The corporate purchases and sales in this case, and all of the agreements involved, are quite complex. But, the lesson of this case (and a number of other unreported Superior Court cases) is straightforward: if you buy a company make sure that you don’t expect employees who come with the acquisition to be bound by a pre-existing noncompete unless the employee agrees to assignment of the noncompete. Even better, have the employee sign a new noncompete agreement that states the terms you want enforced, rather than relying on the old agreement.
Accordia v. Academic Risk Resources resulted in two decisions. The first decision [link], on a motion for temporary restraining order, was decided by Judge Margot Botsford in Suffolk Superior Court on January 5, 2005. The second decision [link], on a motion for preliminary injunction, was decided a week later by Judge Nonnie S. Burnes.
This case involved the mass defection of an insurance department of 14 employees, who formed a competing company, followed immediately by a swift, targeted appropriation the former employer’s major clients. All of the employees had agreed in writing not to solicit their employer’s clients.
This was the kind of case that puts smiles on the faces of lawyers trying to enforce noncompete/nonsolicitation agreements, and makes the blood of defense lawyers run cold.
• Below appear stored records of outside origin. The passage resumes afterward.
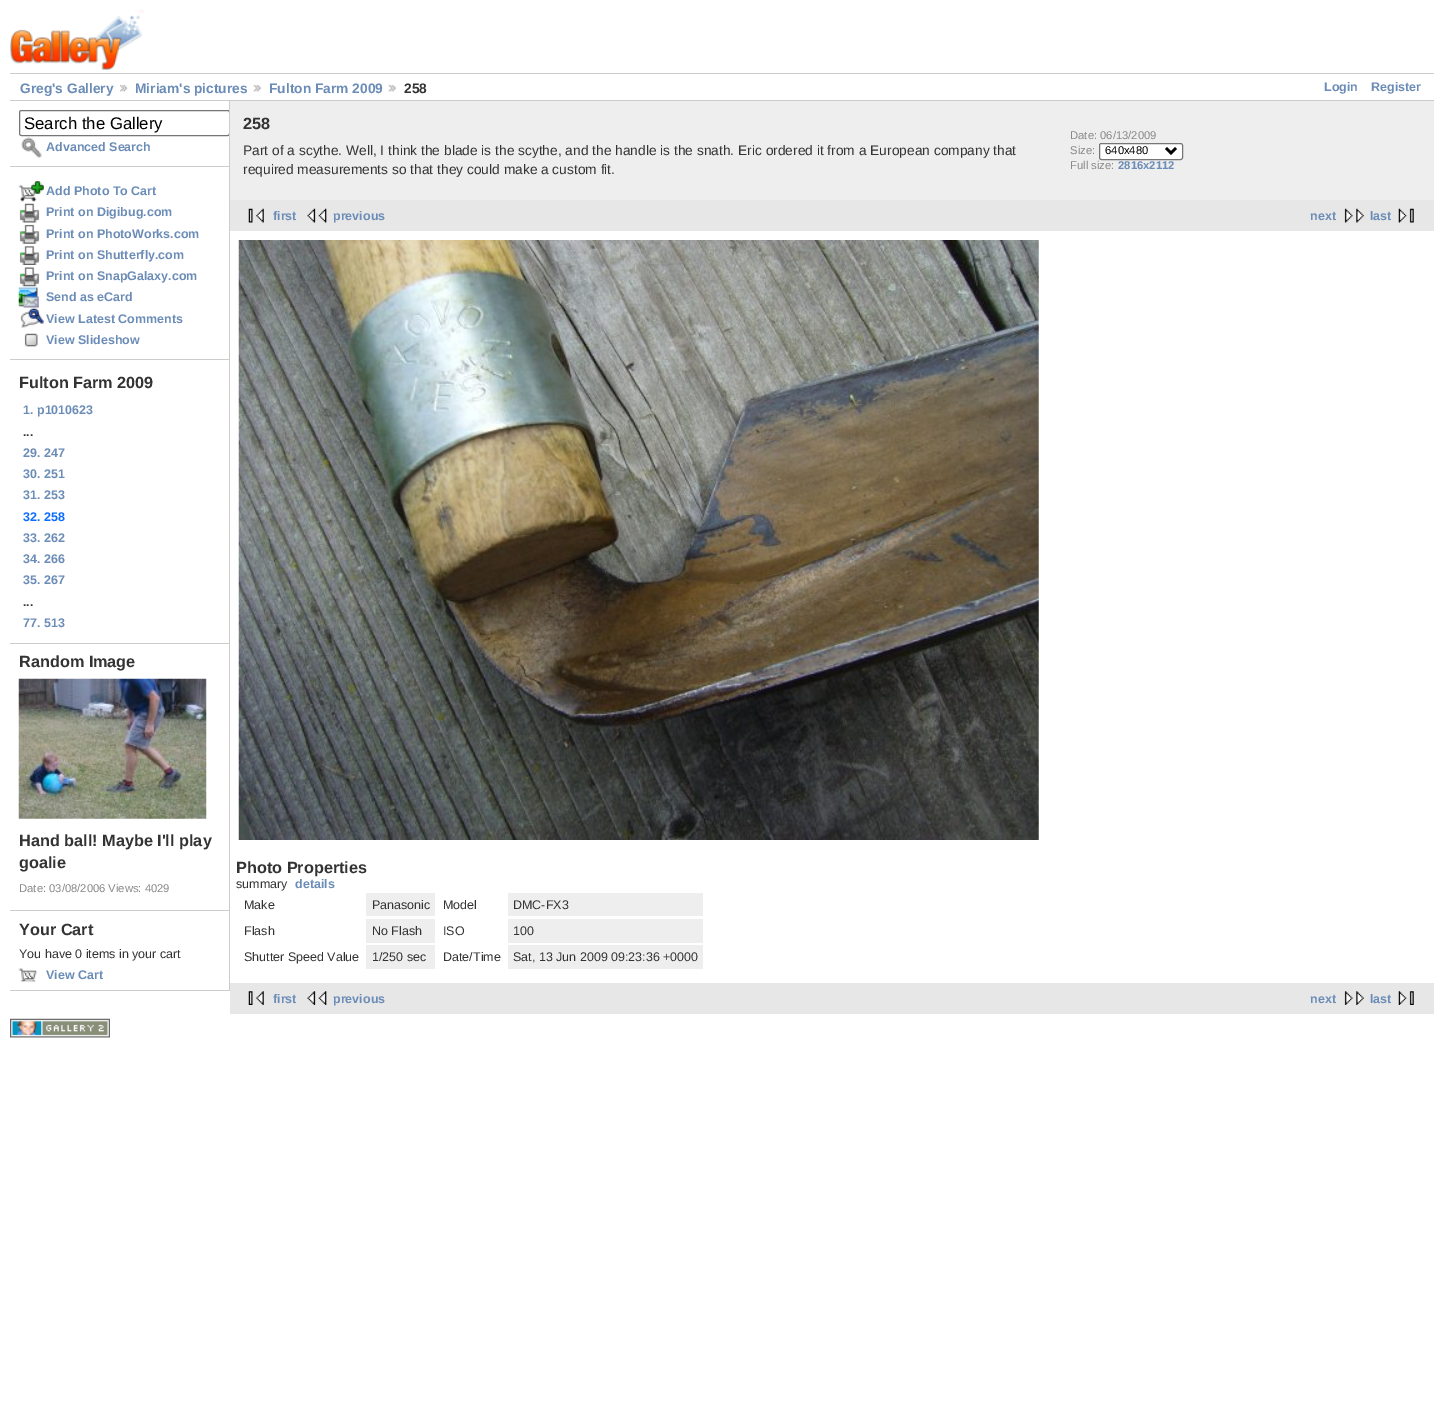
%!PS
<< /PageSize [1443 1418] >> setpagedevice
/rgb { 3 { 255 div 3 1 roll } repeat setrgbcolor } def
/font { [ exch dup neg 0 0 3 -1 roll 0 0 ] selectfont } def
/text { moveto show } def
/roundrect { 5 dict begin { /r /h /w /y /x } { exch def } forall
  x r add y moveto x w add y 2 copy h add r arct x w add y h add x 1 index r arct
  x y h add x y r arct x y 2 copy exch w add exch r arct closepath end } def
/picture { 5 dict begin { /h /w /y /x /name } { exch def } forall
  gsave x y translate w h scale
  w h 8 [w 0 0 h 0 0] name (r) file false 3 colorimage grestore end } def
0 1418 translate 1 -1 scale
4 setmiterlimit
255 255 255 rgb
0 0 1443 1418 rectfill
(img_01.rgb) 10 10 134 60 picture
204 204 204 rgb
10 73 1424 1 rectfill
10 100 1424 1 rectfill
(img_02.rgb) 120 84 8 8 picture
(img_03.rgb) 253 85 9 7 picture
(img_03.rgb) 388 85 9 7 picture
229 101 1 890 rectfill
10 166 219 1 rectfill
gsave
10 101 219 890 rectclip
118 118 118 rgb
19.5 110.5 210 25 2 roundrect stroke
grestore
(img_04.rgb) 21 137 21 21 picture
10 359 219 1 rectfill
(img_05.rgb) 18 181 26 21 picture
(img_06.rgb) 19 203 21 20 picture
(img_07.rgb) 19 224 21 20 picture
(img_08.rgb) 19 246 21 19 picture
(img_09.rgb) 19 267 21 20 picture
(img_10.rgb) 18 287 21 21 picture
(img_11.rgb) 20 308 24 20 picture
(img_12.rgb) 24 333 14 14 picture
10 643 219 1 rectfill
10 910 219 1 rectfill
(img_13.rgb) 18 678 189 141 picture
10 990 219 1 rectfill
(img_14.rgb) 18 968 19 14 picture
238 238 238 rgb
230 101 1204 99 rectfill
255 255 255 rgb
1099.5 143.5 83 16 2 roundrect gsave fill grestore
118 118 118 rgb
stroke
0 0 0 rgb
2.5 setlinewidth
1166 148 moveto 5 5 rlineto 5 -5 rlineto stroke
231 231 231 rgb
230 200 1204 31 rectfill
(img_15.rgb) 248 208 16 15 picture
(img_16.rgb) 307 208 20 15 picture
(img_17.rgb) 1344 208 20 15 picture
(img_18.rgb) 1398 208 16 15 picture
(img_19.rgb) 238 240 801 600 picture
238 238 238 rgb
366 893 69 23 rectfill
508 893 195 23 rectfill
366 919 69 24 rectfill
508 919 195 24 rectfill
366 945 69 24 rectfill
508 945 195 24 rectfill
231 231 231 rgb
230 983 1204 31 rectfill
(img_20.rgb) 248 991 16 14 picture
(img_21.rgb) 307 991 20 14 picture
(img_22.rgb) 1344 991 20 14 picture
(img_23.rgb) 1398 991 16 14 picture
(img_24.rgb) 10 1018 100 20 picture
/LiberationSans-Bold 13.75 font
107 140 183 rgb
(Greg's Gallery) 20 93 text
(Miriam's pictures) 135 93 text
(Fulton Farm 2009) 269 93 text
51 51 51 rgb
(258) 404 93 text
/LiberationSans-Bold 12.5 font
107 140 183 rgb
(Login) 1324 91 text
(Register) 1371 91 text
/LiberationSans-Regular 16.75 font
0 0 0 rgb
(Search the Gallery) 24 129 text
/LiberationSans-Bold 12.5 font
107 140 183 rgb
(Advanced Search) 46 151 text
(Add Photo To Cart) 46 195 text
(Print on Digibug.com) 46 216 text
(Print on PhotoWorks.com) 46 238 text
(Print on Shutterfly.com) 46 259 text
(Print on SnapGalaxy.com) 46 280 text
(Send as eCard) 46 301 text
(View Latest Comments) 46 323 text
(View Slideshow) 46 344 text
/LiberationSans-Bold 16.25 font
51 51 51 rgb
(Fulton Farm 2009) 19 388 text
/LiberationSans-Bold 12.5 font
107 140 183 rgb
(1. p1010623) 23 414 text
51 51 51 rgb
(...) 23 436 text
107 140 183 rgb
(29. 247) 23 457 text
(30. 251) 23 478 text
(31. 253) 23 499 text
11 108 255 rgb
(32. 258) 23 521 text
107 140 183 rgb
(33. 262) 23 542 text
(34. 266) 23 563 text
(35. 267) 23 584 text
51 51 51 rgb
(...) 23 606 text
107 140 183 rgb
(77. 513) 23 627 text
/LiberationSans-Bold 16.25 font
51 51 51 rgb
(Random Image) 19 667 text
(Hand ball! Maybe I'll play) 19 846 text
(goalie) 19 868 text
/LiberationSans-Regular 11.25 font
136 136 136 rgb
(Date: 03/08/2006 Views: 4029) 19 892 text
/LiberationSans-Bold 16.25 font
51 51 51 rgb
(Your Cart) 19 935 text
/LiberationSans-Regular 12.5 font
(You have 0 items in your cart) 19 958 text
/LiberationSans-Bold 12.5 font
107 140 183 rgb
(View Cart) 46 979 text
/LiberationSans-Bold 16.25 font
51 51 51 rgb
(258) 243 129 text
/LiberationSans-Regular 13.75 font
(Part of a scythe. Well, I think the blade is the scythe, and the handle is the snath. Eric ordered it from a European company that) 243 155 text
(required measurements so that they could make a custom fit.) 243 174 text
/LiberationSans-Regular 11.25 font
136 136 136 rgb
(Date: 06/13/2009) 1070 139 text
(Size:) 1070 154 text
0 0 0 rgb
(640x480) 1105 154 text
136 136 136 rgb
(Full size:) 1070 169 text
/LiberationSans-Bold 11.25 font
107 140 183 rgb
(2816x2112) 1118 169 text
/LiberationSans-Bold 12.5 font
(first) 273 220 text
(previous) 333 220 text
(next) 1310 220 text
(last) 1370 220 text
/LiberationSans-Bold 16.25 font
51 51 51 rgb
(Photo Properties) 236 873 text
/LiberationSans-Regular 12.5 font
(summary) 236 888 text
/LiberationSans-Bold 12.5 font
107 140 183 rgb
(details) 295 888 text
/LiberationSans-Regular 12.5 font
51 51 51 rgb
(Make) 244 909 text
(Panasonic) 372 909 text
(Model) 443 909 text
(DMC-FX3) 513 909 text
(Flash) 244 935 text
(No Flash) 372 935 text
(ISO) 443 935 text
(100) 513 935 text
(Shutter Speed Value) 244 961 text
(1/250 sec) 372 961 text
(Date/Time) 443 961 text
(Sat, 13 Jun 2009 09:23:36 +0000) 513 961 text
/LiberationSans-Bold 12.5 font
107 140 183 rgb
(first) 273 1003 text
(previous) 333 1003 text
(next) 1310 1003 text
(last) 1370 1003 text
showpage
Not only did the department resign en masse, but the employees took Accordia client files with them, and even unilaterally moved one client’s business to the new company. These facts made Judge Botsford see red. Her decision is sprinkled with references to breach of fiduciary duty, “arrogation” of Accordia’s business and unfairness in the defendants’ behavior. Judge Botsford gave the former employes 24 hours to return all of Accordia’s property to it, and enjoined them from providing services to their former clients at Accordia. In other words, she shut them down cold.
However, the former employees got a break a week later when, in a second hearing, Judge Burnes took some of the sting out of the ruling by permitting the former employees to service the clients, but ordered them to put all fees from these services into an escrow account. Not surprisingly, that growing pot of money, which couldn’t be touched by either side, led to a quick settlement.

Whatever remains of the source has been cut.